You can view the project code on GitHub. We have successfully deployed the website, however it has been taken down due to the cost of AWS and OpenAI API access.

Challenges we faced

One of the biggest issues we faced was trying to figure out when the user was done talking as opposed to just pausing. Once the user goes silent, we track the amount of “silent time” since their last word. But if our waiting time is too long, then we are making the entire system slower to respond. But if it waits for too little time then it could think the user is done talking when they really just paused for a moment. Due to a time shortage, we ended up settling on a silent duration that works “good enough” based on our own testing. This does mean that users should generally talk with as minimal pauses as possible to avoid confusing the system.
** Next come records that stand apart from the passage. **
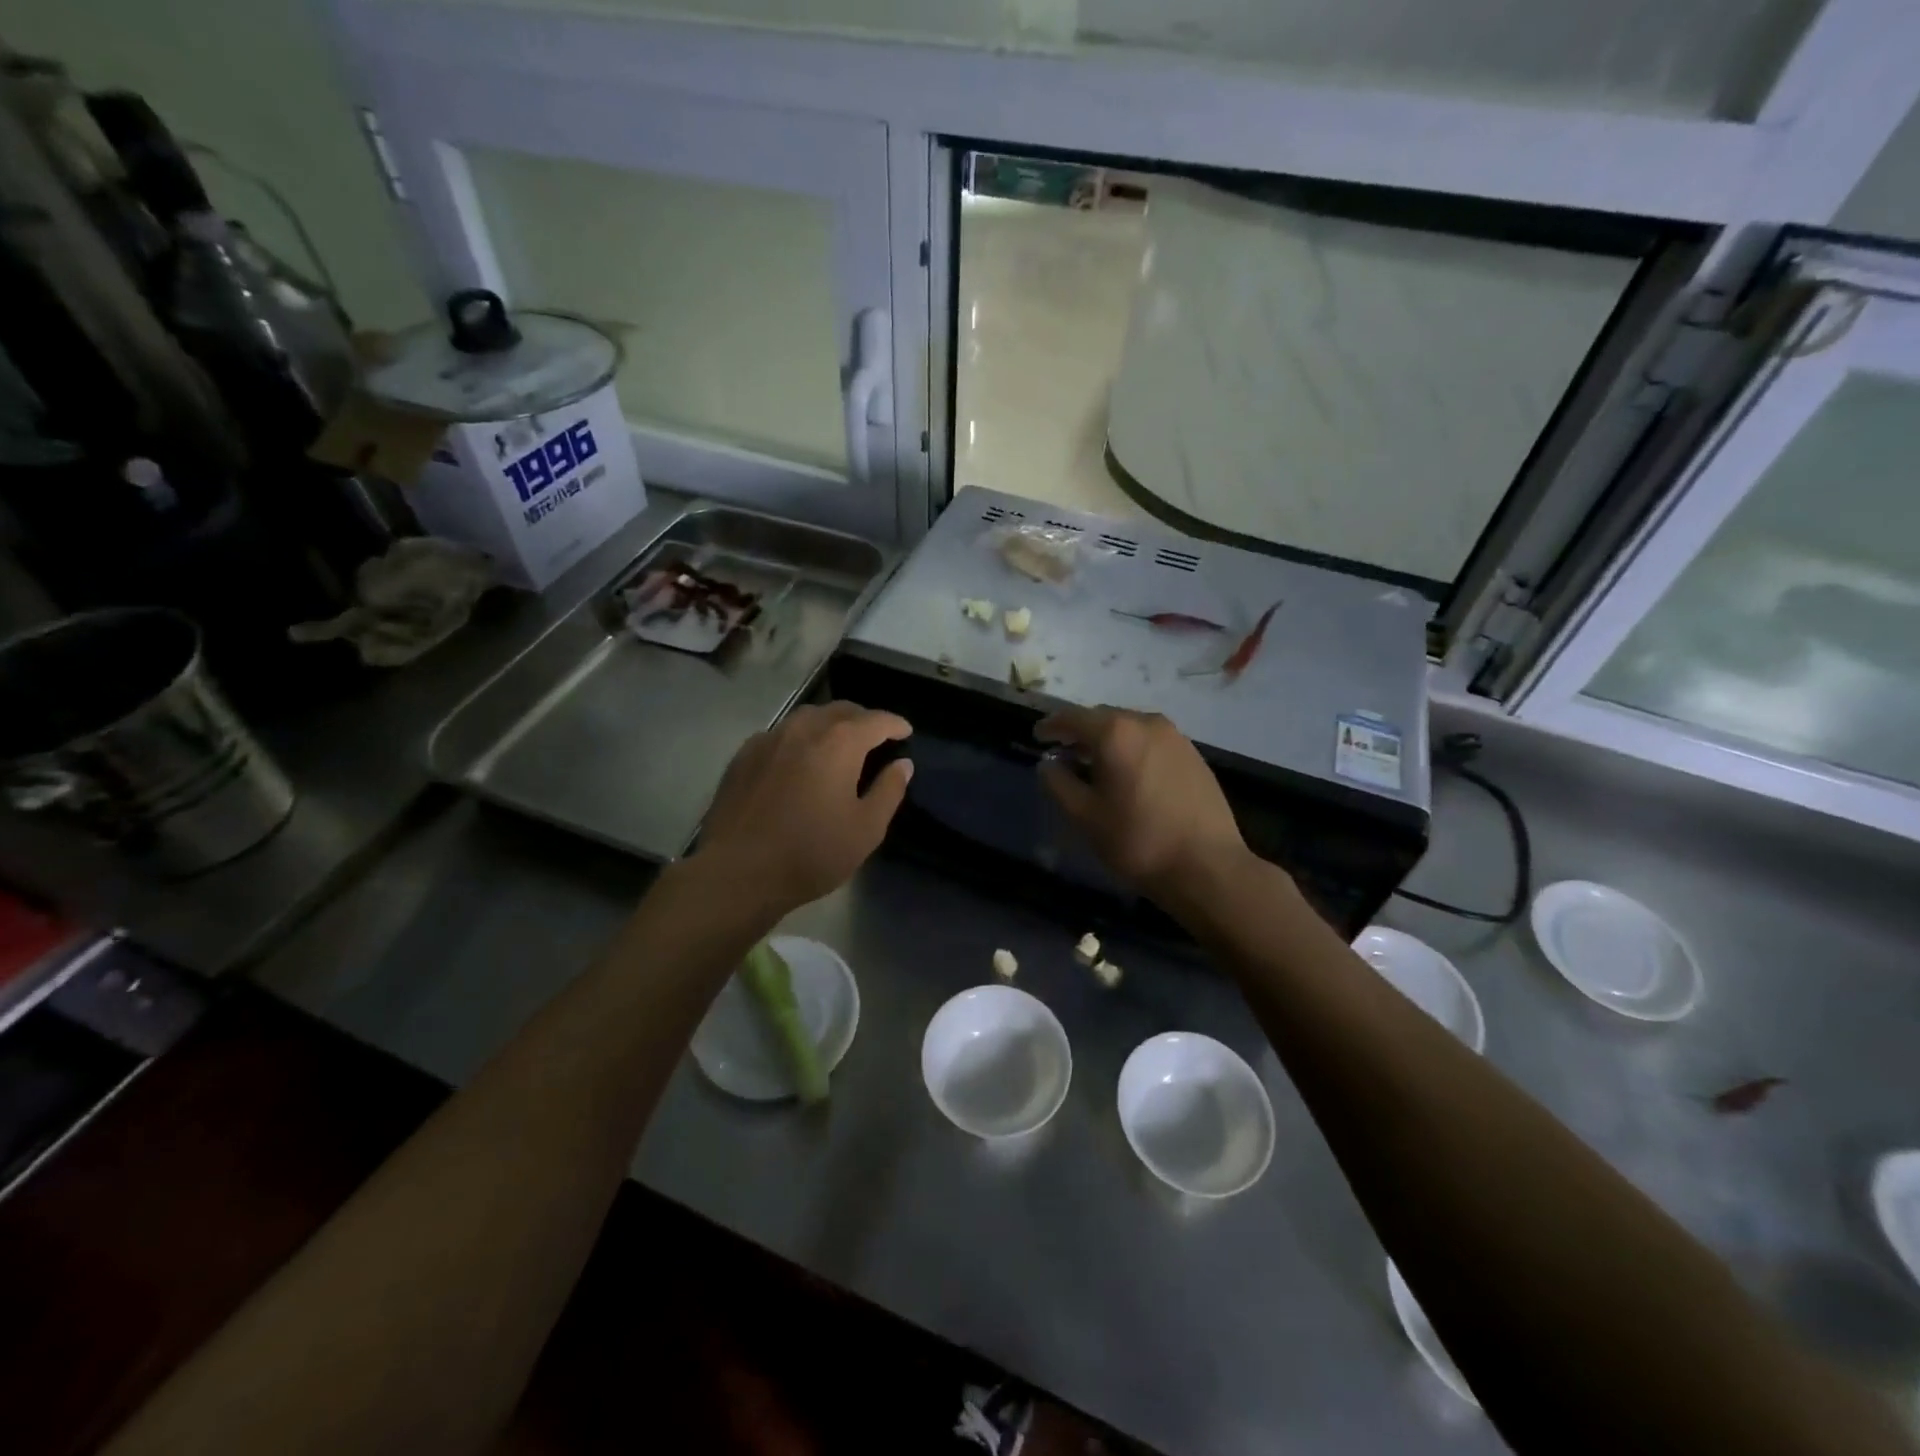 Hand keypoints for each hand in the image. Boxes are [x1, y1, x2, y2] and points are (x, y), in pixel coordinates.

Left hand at [694, 703, 912, 916]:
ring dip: (829, 724)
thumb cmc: (810, 853)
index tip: (906, 732)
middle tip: (875, 737)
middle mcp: (804, 728)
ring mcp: (769, 738)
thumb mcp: (866, 830)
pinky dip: (799, 738)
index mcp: (839, 743)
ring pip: (807, 717)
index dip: (895, 724)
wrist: (737, 871)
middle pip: (841, 710)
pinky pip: (781, 734)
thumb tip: (902, 764)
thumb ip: (888, 791)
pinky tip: (798, 760)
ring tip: (838, 744)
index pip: (876, 720)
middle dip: (863, 719)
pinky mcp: (744, 755)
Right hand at [1035, 706, 1249, 900]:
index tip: (1038, 736)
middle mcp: (1147, 723)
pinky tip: (1129, 775)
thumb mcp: (1084, 816)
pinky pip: (1152, 742)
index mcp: (1116, 733)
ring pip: (1131, 728)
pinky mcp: (1194, 755)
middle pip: (1104, 717)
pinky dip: (1133, 749)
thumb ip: (1058, 783)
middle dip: (1081, 732)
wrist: (1207, 866)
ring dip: (1109, 740)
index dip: (1052, 725)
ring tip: (1096, 765)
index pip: (1073, 717)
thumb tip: (1049, 763)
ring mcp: (1176, 738)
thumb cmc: (1137, 840)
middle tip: (1064, 752) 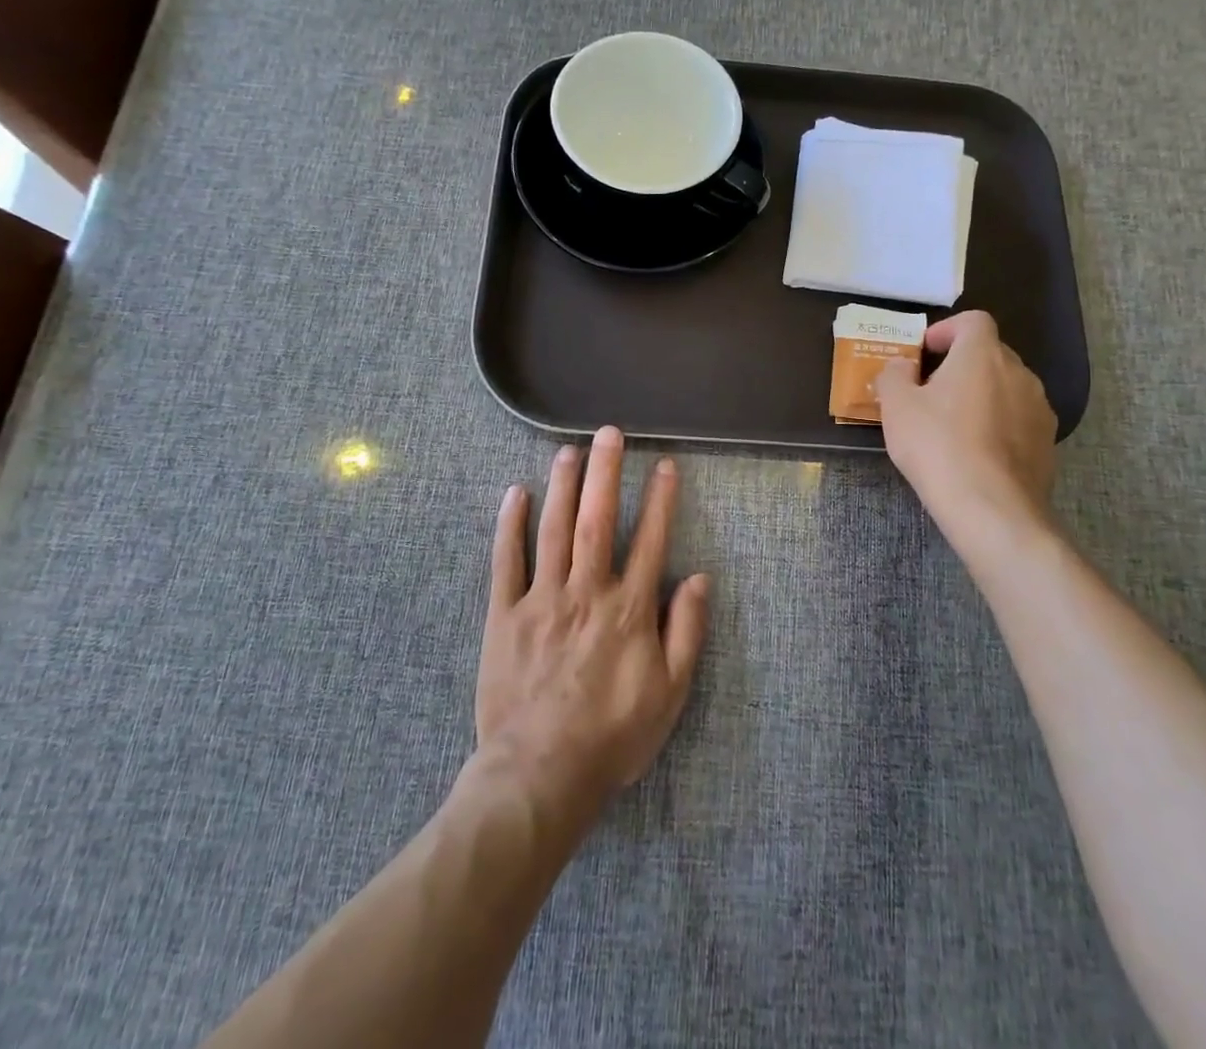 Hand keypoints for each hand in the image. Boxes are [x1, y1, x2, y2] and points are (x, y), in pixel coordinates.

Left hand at [475, 426, 710, 819]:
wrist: (540, 774)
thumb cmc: (612, 736)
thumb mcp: (670, 694)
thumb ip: (687, 632)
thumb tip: (700, 579)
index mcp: (629, 610)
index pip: (650, 540)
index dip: (660, 500)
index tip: (664, 465)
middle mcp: (587, 592)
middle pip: (597, 520)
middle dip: (605, 473)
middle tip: (608, 433)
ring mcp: (542, 600)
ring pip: (553, 530)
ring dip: (562, 486)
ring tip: (569, 450)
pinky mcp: (505, 615)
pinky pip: (506, 562)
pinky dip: (510, 526)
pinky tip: (515, 494)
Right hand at [875, 311, 1057, 539]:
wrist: (991, 507)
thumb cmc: (937, 446)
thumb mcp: (896, 406)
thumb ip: (894, 374)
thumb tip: (902, 366)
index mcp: (982, 354)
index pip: (973, 320)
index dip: (946, 330)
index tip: (924, 353)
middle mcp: (1019, 372)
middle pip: (989, 353)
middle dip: (960, 364)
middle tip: (930, 391)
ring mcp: (1039, 408)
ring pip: (1006, 387)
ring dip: (981, 394)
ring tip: (953, 424)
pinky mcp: (1047, 442)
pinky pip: (1018, 419)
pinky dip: (998, 424)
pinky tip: (976, 452) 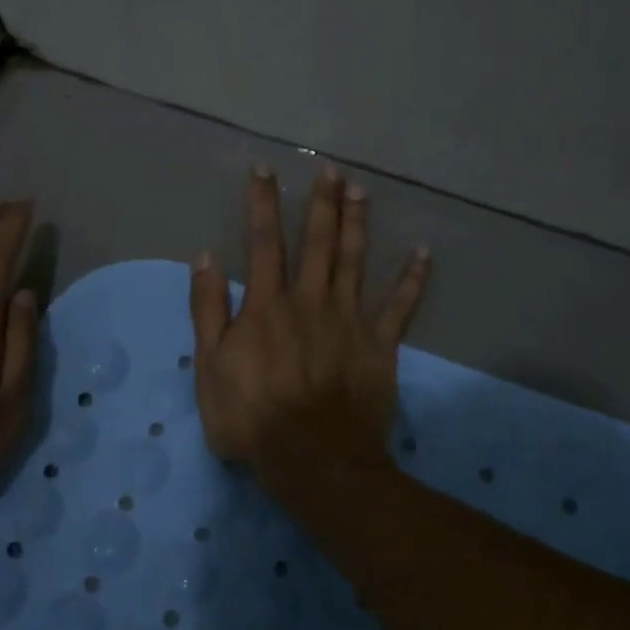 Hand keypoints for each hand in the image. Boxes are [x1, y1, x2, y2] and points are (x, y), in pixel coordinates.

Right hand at [189, 166, 429, 471]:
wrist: (313, 459)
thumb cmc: (252, 417)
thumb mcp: (209, 366)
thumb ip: (208, 309)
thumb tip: (205, 258)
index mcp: (267, 305)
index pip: (264, 242)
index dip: (263, 204)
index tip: (265, 170)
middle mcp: (310, 301)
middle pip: (318, 243)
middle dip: (322, 203)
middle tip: (330, 170)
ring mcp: (349, 320)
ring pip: (355, 261)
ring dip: (358, 224)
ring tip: (361, 191)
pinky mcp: (380, 345)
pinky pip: (401, 306)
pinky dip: (413, 279)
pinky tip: (424, 253) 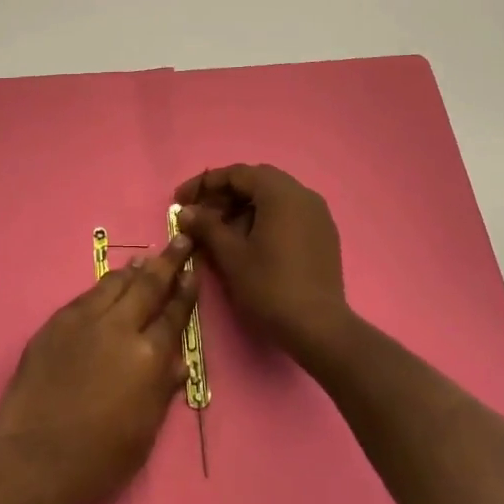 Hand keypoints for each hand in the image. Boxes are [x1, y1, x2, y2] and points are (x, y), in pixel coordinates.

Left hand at [0, 234, 198, 503]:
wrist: (33, 461)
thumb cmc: (99, 461)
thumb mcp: (144, 431)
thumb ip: (163, 389)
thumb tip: (178, 361)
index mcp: (148, 357)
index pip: (174, 315)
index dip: (186, 292)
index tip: (193, 272)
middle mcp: (120, 328)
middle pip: (149, 285)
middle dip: (167, 261)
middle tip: (179, 240)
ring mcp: (85, 320)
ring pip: (116, 283)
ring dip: (134, 271)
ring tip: (145, 260)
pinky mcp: (57, 322)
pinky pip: (87, 296)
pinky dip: (104, 287)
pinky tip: (108, 286)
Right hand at [174, 164, 353, 368]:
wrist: (320, 329)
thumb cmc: (271, 287)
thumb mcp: (231, 256)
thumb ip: (207, 227)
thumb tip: (186, 212)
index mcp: (280, 192)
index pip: (236, 174)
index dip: (204, 184)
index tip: (180, 200)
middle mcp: (302, 193)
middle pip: (256, 181)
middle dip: (224, 195)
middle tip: (200, 214)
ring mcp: (317, 213)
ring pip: (273, 197)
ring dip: (244, 207)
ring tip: (221, 231)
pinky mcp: (324, 233)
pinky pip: (288, 213)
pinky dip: (265, 218)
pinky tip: (249, 241) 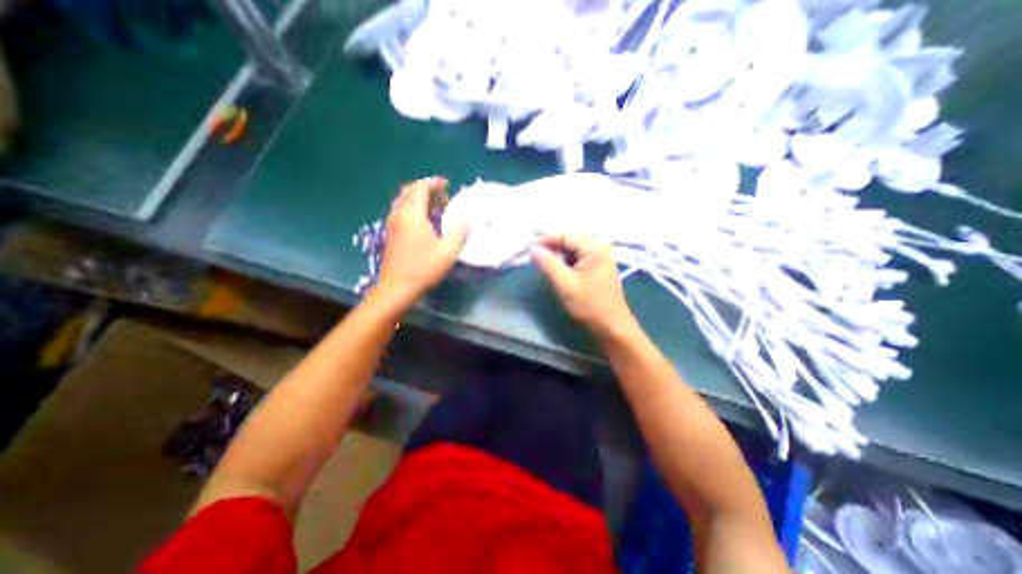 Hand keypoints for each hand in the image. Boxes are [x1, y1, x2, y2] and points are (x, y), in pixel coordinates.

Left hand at [374, 178, 470, 306]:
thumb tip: (466, 217)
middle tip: (443, 198)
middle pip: (409, 192)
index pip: (420, 187)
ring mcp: (392, 224)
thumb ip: (459, 231)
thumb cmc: (423, 269)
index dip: (434, 183)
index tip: (448, 185)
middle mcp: (398, 214)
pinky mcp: (391, 234)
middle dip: (426, 190)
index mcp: (412, 214)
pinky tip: (425, 223)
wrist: (396, 289)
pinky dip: (413, 210)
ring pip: (404, 202)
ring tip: (436, 209)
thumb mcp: (448, 251)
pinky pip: (401, 212)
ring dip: (419, 200)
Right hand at [531, 232, 637, 340]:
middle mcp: (599, 247)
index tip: (528, 248)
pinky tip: (558, 270)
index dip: (545, 239)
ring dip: (557, 255)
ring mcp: (600, 257)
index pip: (565, 235)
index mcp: (594, 247)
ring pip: (572, 249)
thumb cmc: (589, 305)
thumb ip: (548, 263)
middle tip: (534, 257)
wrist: (611, 326)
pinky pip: (577, 258)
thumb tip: (532, 248)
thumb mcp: (565, 284)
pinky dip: (565, 262)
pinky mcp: (597, 267)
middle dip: (551, 247)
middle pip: (569, 240)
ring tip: (544, 264) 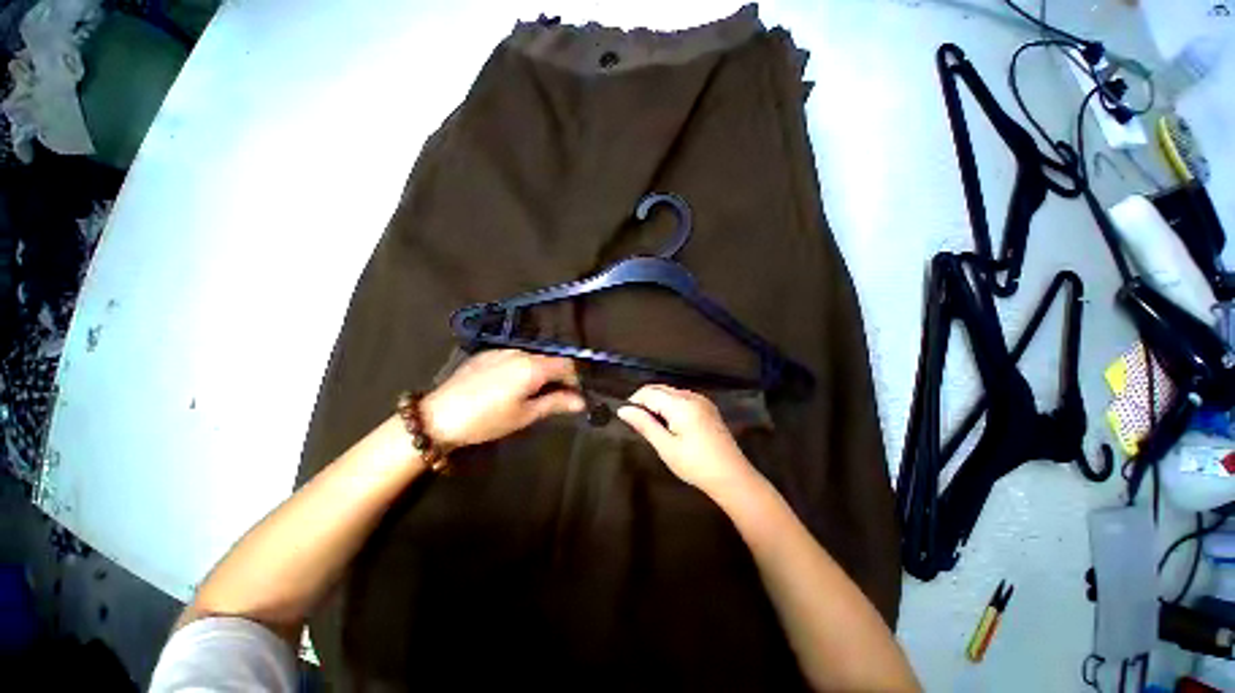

The other major hurdle was figuring out how to reduce response times wherever possible. It’s pretty unnatural to say something and have the other person wait 10 seconds to respond each time. Each process in our system (the transcriber, chatbot, and text-to-speech) required the previous process to finish first. In other words, we can’t have a chatbot respond to only part of a sentence. The solution here was to stream as much data directly to and from the client as possible. So as you speak, that audio is being sent over to amazon and the transcription returned. Then the text-to-speech system is sending its audio back to the client so that it can be played immediately. We’ve gotten it down to a few seconds on average from the end of the user’s speech to the start of the system response.